<<<<

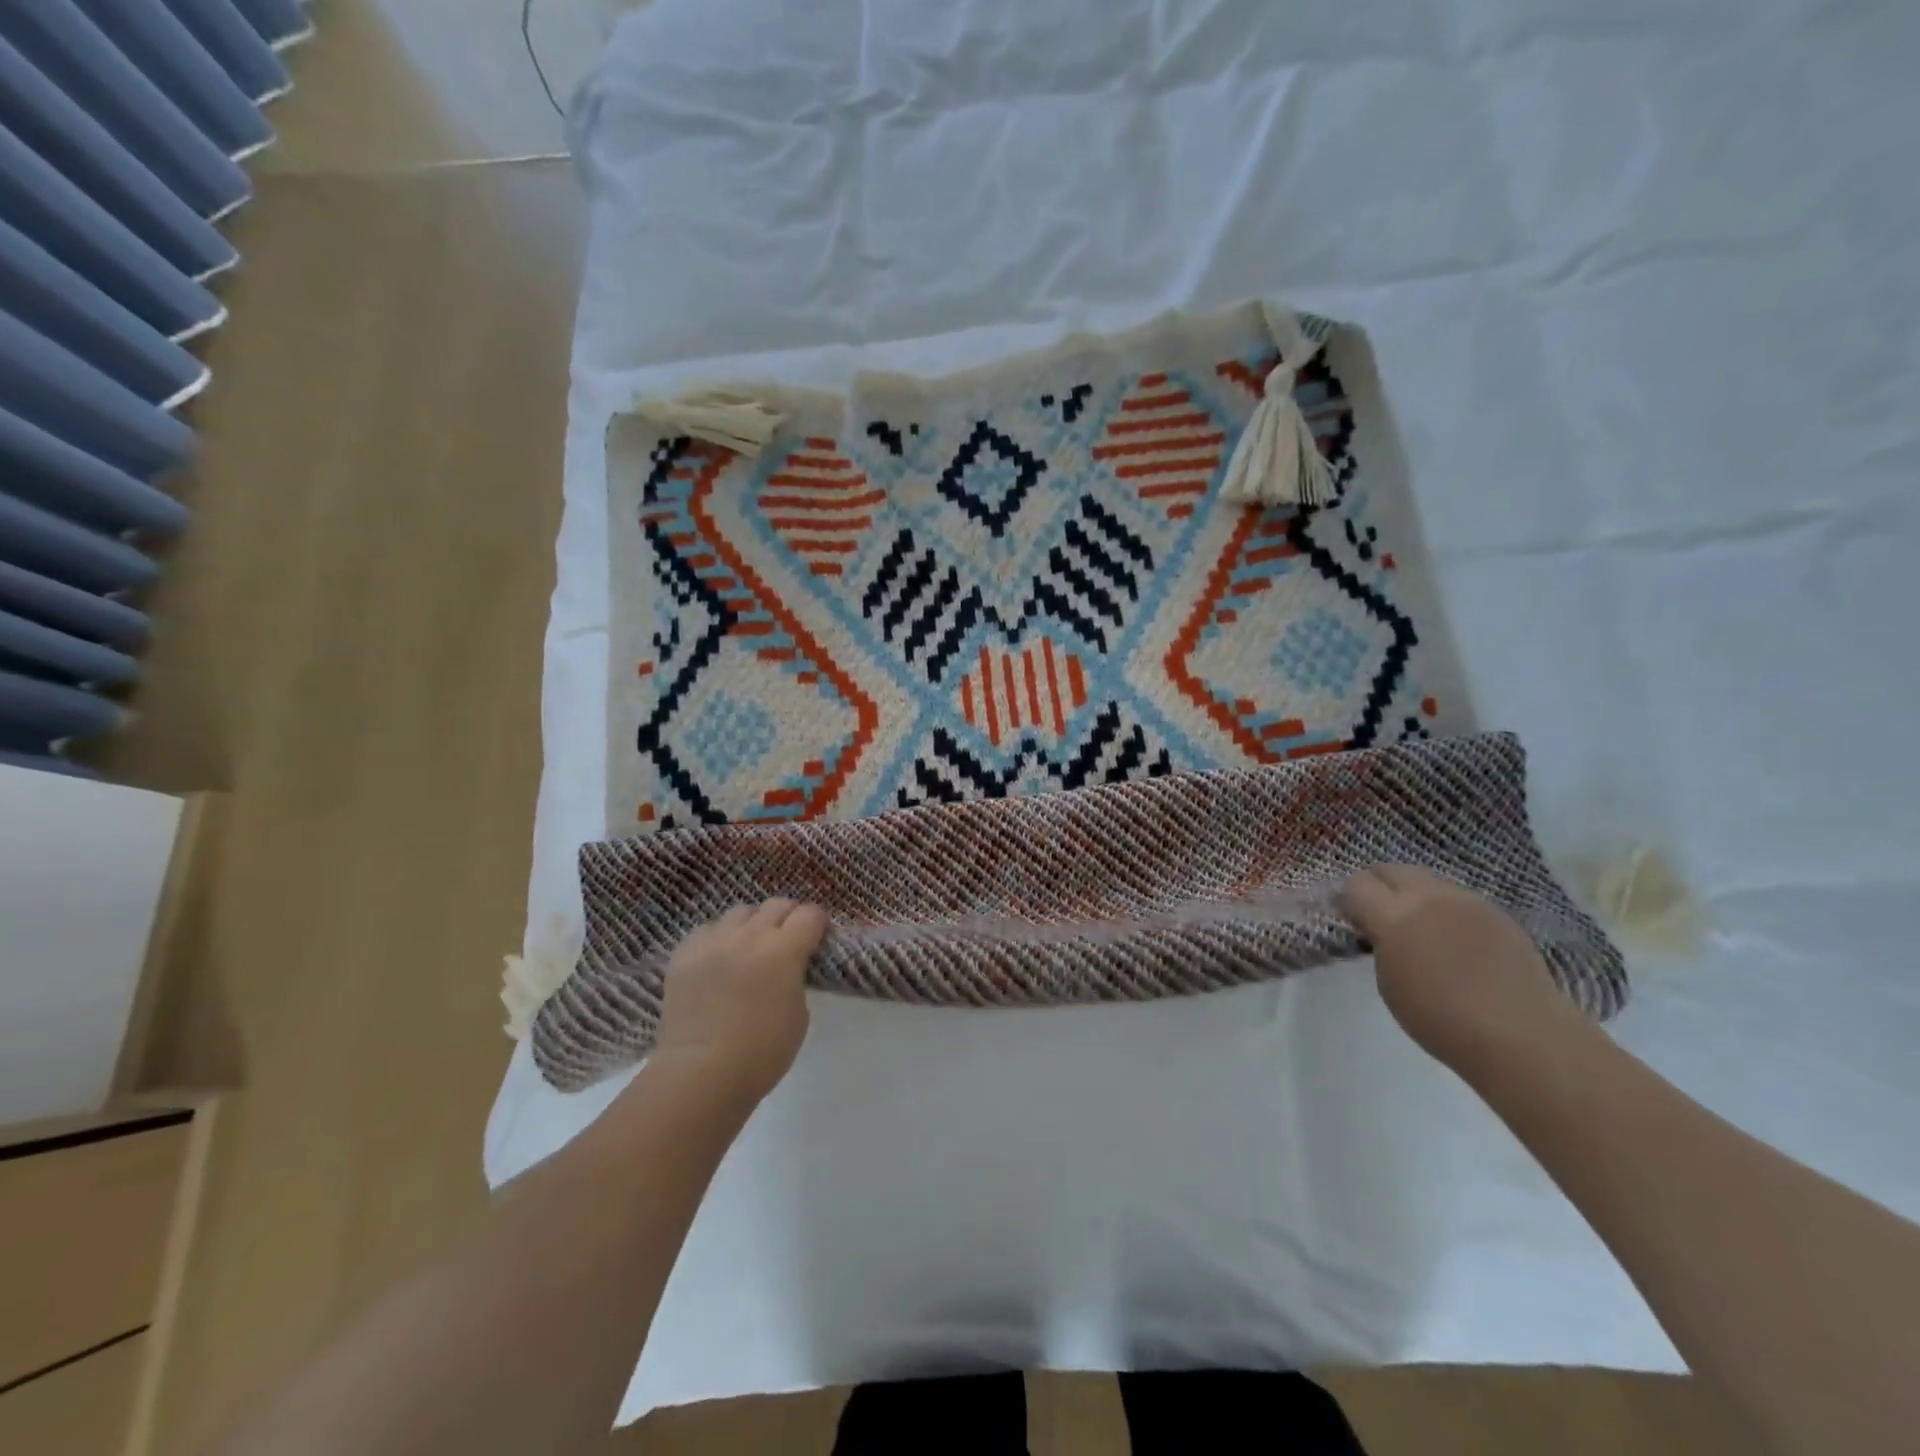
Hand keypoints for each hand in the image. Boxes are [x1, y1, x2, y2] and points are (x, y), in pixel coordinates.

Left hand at [650, 899, 828, 1108]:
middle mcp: (750, 935)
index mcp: (784, 949)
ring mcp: (714, 941)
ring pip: (740, 912)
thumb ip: (795, 978)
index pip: (810, 914)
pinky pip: (707, 930)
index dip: (818, 923)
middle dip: (789, 917)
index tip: (818, 937)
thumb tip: (787, 968)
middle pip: (777, 904)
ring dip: (752, 924)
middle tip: (789, 939)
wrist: (700, 1074)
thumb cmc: (761, 1053)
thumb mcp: (798, 1014)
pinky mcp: (684, 953)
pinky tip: (719, 959)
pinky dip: (719, 938)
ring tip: (750, 946)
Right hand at [1337, 865, 1582, 1072]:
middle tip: (1376, 913)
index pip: (1356, 884)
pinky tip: (1453, 938)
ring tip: (1417, 924)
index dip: (1347, 898)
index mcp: (1394, 916)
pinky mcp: (1497, 911)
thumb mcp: (1389, 983)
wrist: (1522, 1036)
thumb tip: (1381, 930)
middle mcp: (1428, 897)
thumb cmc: (1441, 1020)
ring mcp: (1466, 900)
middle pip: (1391, 869)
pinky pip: (1458, 897)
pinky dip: (1445, 908)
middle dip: (1377, 885)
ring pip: (1426, 879)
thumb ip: (1380, 945)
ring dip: (1412, 893)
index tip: (1348, 917)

>>>>

• **What the exercise asks**
Return each record above as it stands. Pictures stay out.

• **Problem solution**
Hand keypoints for each hand in the image. Boxes are [x1, y1, x2, y2] and points are (x, y), in pixel coordinates.

Left hand at [650, 899, 828, 1108]:
middle mcp: (750, 935)
index mcp: (784, 949)
ring mcp: (714, 941)
ring pip: (740, 912)
thumb ip: (795, 978)
index pip: (810, 914)
pinky pip: (707, 930)
index dip: (818, 923)
middle dip: (789, 917)
index tip: (818, 937)
thumb tip: (787, 968)
middle pip: (777, 904)
ring dip: (752, 924)
middle tip: (789, 939)
wrist: (700, 1074)
thumb cmc: (761, 1053)
thumb mcp: (798, 1014)
pinky mcp: (684, 953)
pinky tip: (719, 959)
pinky dip: (719, 938)
ring tip: (750, 946)
Right hand at [1337, 865, 1582, 1072]:
middle tip: (1376, 913)
index pip: (1356, 884)
pinky tip: (1453, 938)
ring tip: (1417, 924)
index dip: (1347, 898)
index mcp: (1394, 916)
pinky mcp: (1497, 911)
thumb mcp: (1389, 983)
wrist: (1522, 1036)
thumb tip: (1381, 930)
middle mcp: (1428, 897)
thumb cmc: (1441, 1020)
ring mcp: (1466, 900)
middle pip: (1391, 869)
pinky pip: (1458, 897)
pinky dip: (1445, 908)
middle dip: (1377, 885)
ring pip: (1426, 879)
thumb ip: (1380, 945)
ring dip: (1412, 893)
index tip: (1348, 917)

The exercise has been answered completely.